Recent innovations in planting techniques and in pruning fruit and nut trees make it possible to have a variety of small-sized trees that fit into smaller spaces.
Bare root trees, bushes, roses and vines should be arriving at local nurseries and garden centers within the next week or so.
Because most bare root plants are younger with smaller root systems than more mature container plants, they are easier and cheaper for growers to ship and easier and cheaper for nurseries to stock. Those savings are passed along to the customer; bare root plants cost about one-third less than container plants.
We're fortunate to have some of the world's best fruit and nut tree hybridizers working here in the San Joaquin Valley.
Dave Wilson Nursery, grower and hybridizer, is located in Hickman near Modesto. Their website, www.davewilson.com, is a great source of information on fruit and nut tree selection, pruning and planting. Check out the website before you go shopping for your bare root trees. It explains "chill hours" or hours below 45 degrees; ours is a "low chill" climate with 400 to 500 chill hours annually. It also gives specific names of trees needed for cross-pollination as well as tree varieties that are most suitable for our climate zone (zones 8 and 9 in the Central Valley; zone 7 in the foothills). This is important information that may or may not be on tree labels.

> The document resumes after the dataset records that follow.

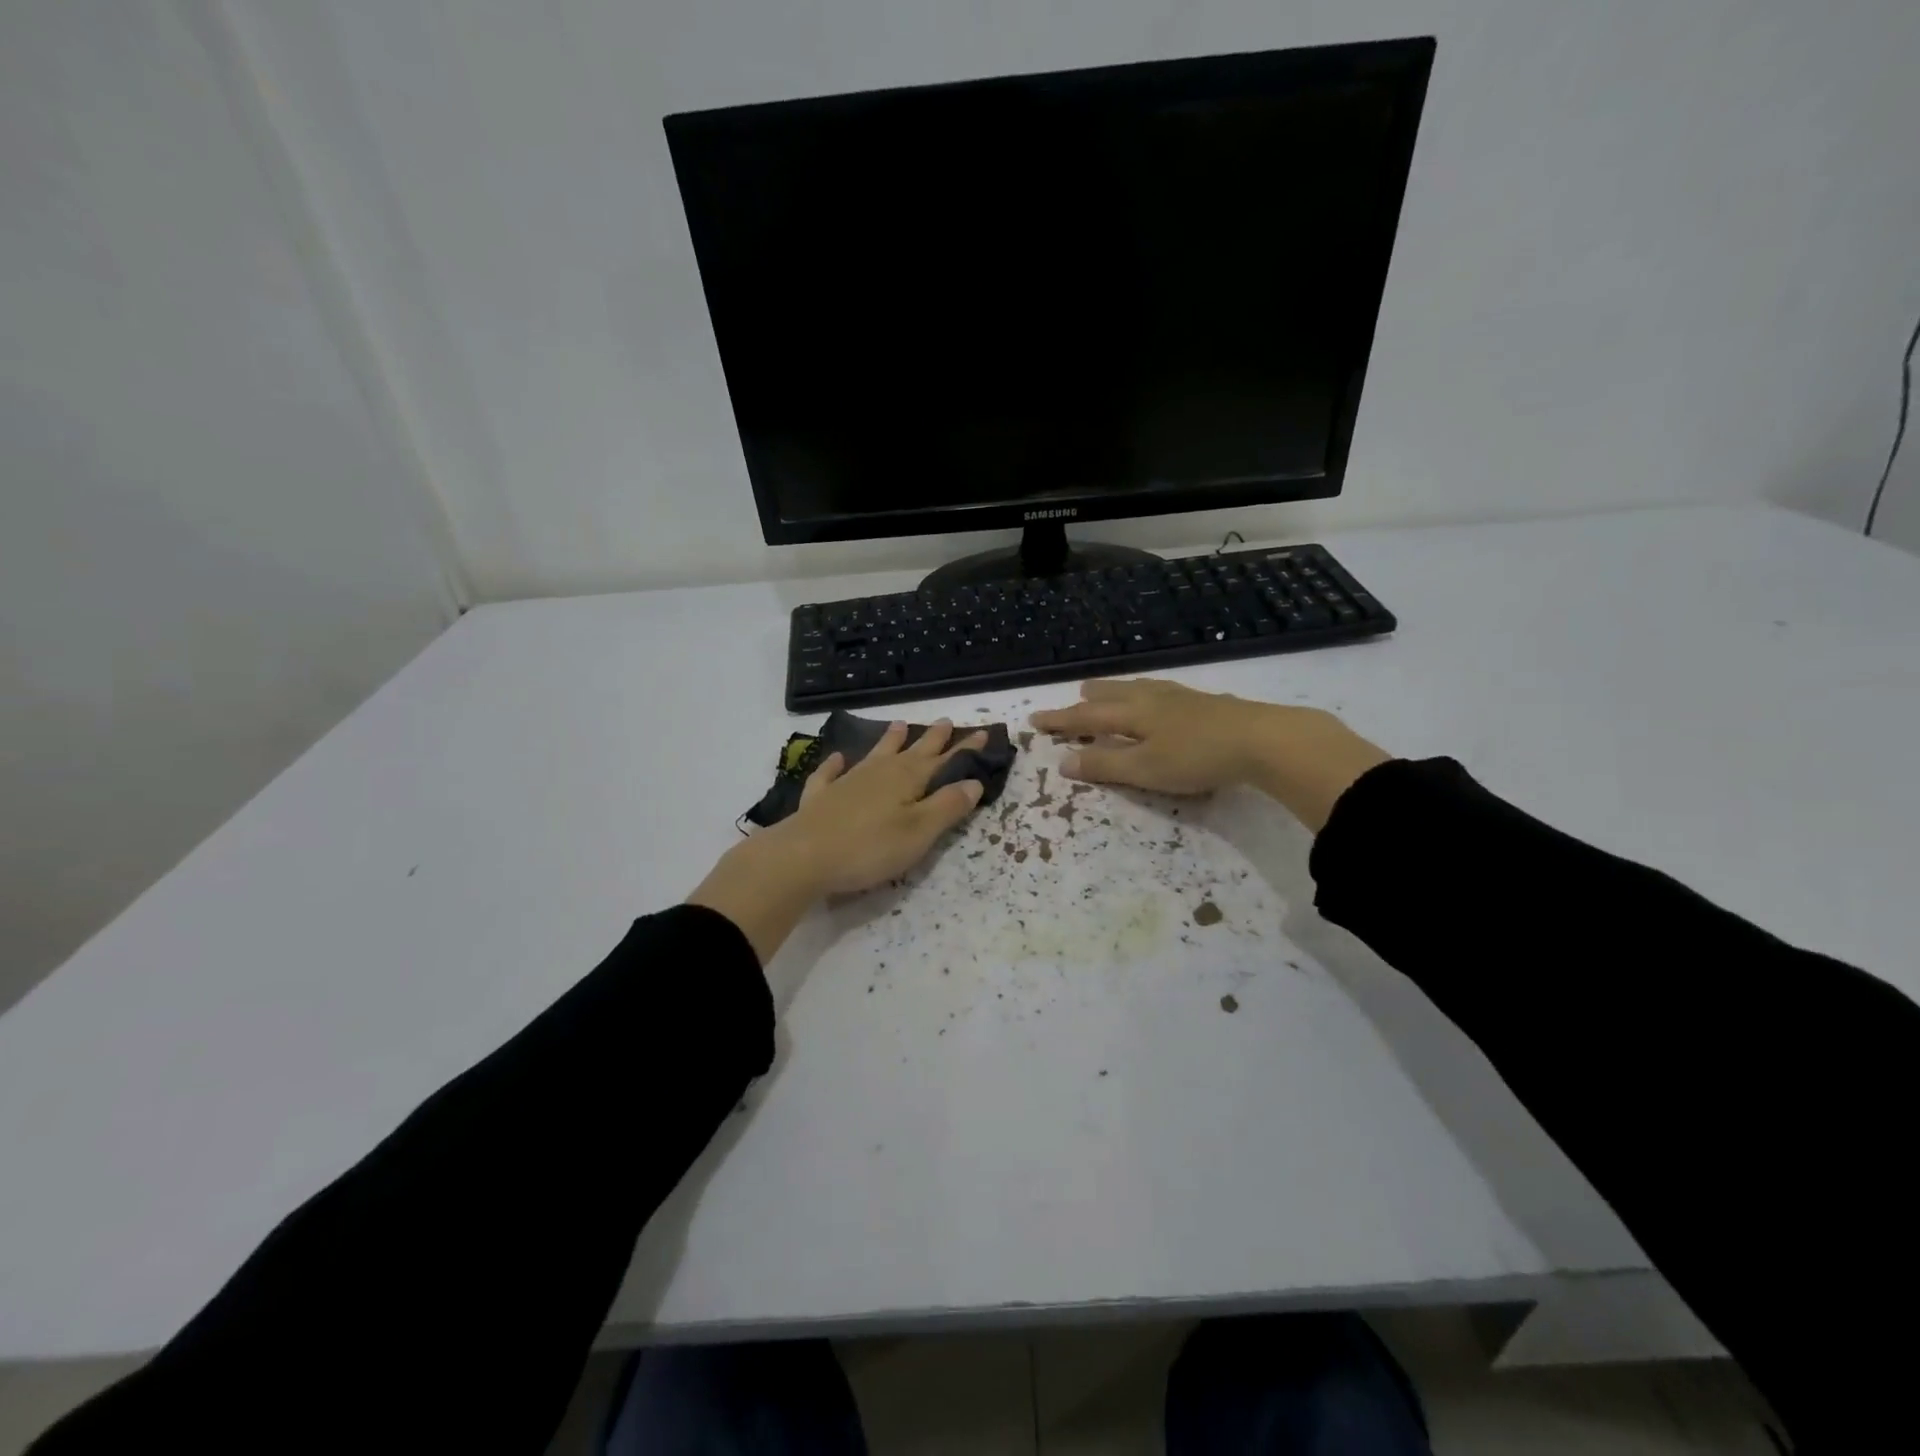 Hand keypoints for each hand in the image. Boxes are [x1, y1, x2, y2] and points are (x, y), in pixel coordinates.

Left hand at [688, 720, 989, 961]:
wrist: (802, 856)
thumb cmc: (869, 848)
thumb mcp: (919, 832)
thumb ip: (947, 807)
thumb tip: (974, 781)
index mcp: (908, 779)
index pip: (944, 761)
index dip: (965, 750)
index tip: (983, 734)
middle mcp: (880, 772)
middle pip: (912, 752)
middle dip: (932, 739)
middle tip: (946, 721)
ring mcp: (847, 781)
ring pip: (875, 754)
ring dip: (889, 741)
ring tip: (899, 725)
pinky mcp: (821, 797)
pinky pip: (830, 773)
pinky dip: (835, 764)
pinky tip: (837, 758)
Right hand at [1030, 678, 1389, 832]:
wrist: (1262, 738)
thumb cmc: (1196, 757)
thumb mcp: (1145, 769)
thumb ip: (1105, 765)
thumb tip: (1063, 762)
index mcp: (1132, 713)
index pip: (1086, 717)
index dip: (1060, 720)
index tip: (1035, 719)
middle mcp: (1151, 698)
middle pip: (1113, 695)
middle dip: (1090, 699)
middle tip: (1076, 697)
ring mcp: (1181, 697)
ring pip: (1139, 689)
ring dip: (1118, 692)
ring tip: (1111, 692)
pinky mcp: (1205, 702)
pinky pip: (1161, 691)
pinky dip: (1146, 694)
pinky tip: (1161, 700)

Summer pruning is preferred over winter pruning to keep backyard trees small for easier harvest and easier maintenance. The Dave Wilson website includes a video presentation on summer pruning (very different than winter dormant pruning) and demonstrations of hedgerow tree planting and 4-in-1 hole planting.
Another good source of information on planting and pruning techniques is the UC Davis publication "Home Orchard: Growing Your Own Deciduous Fruit and Nut Trees," written by Pam Geisel, former Fresno Bee garden columnist. It's available through the UC Davis website, www.ucdavis.edu, ANR catalog publication #3455, $18.75.
When buying your new bare root trees look for well-balanced scaffolding with sturdy branches evenly spaced on all sides of the trunk to support the weight of a heavy crop. The trunk should be strong and straight and it should gently taper down to a root flare. Examine the roots if possible, looking for girdled, broken or diseased roots.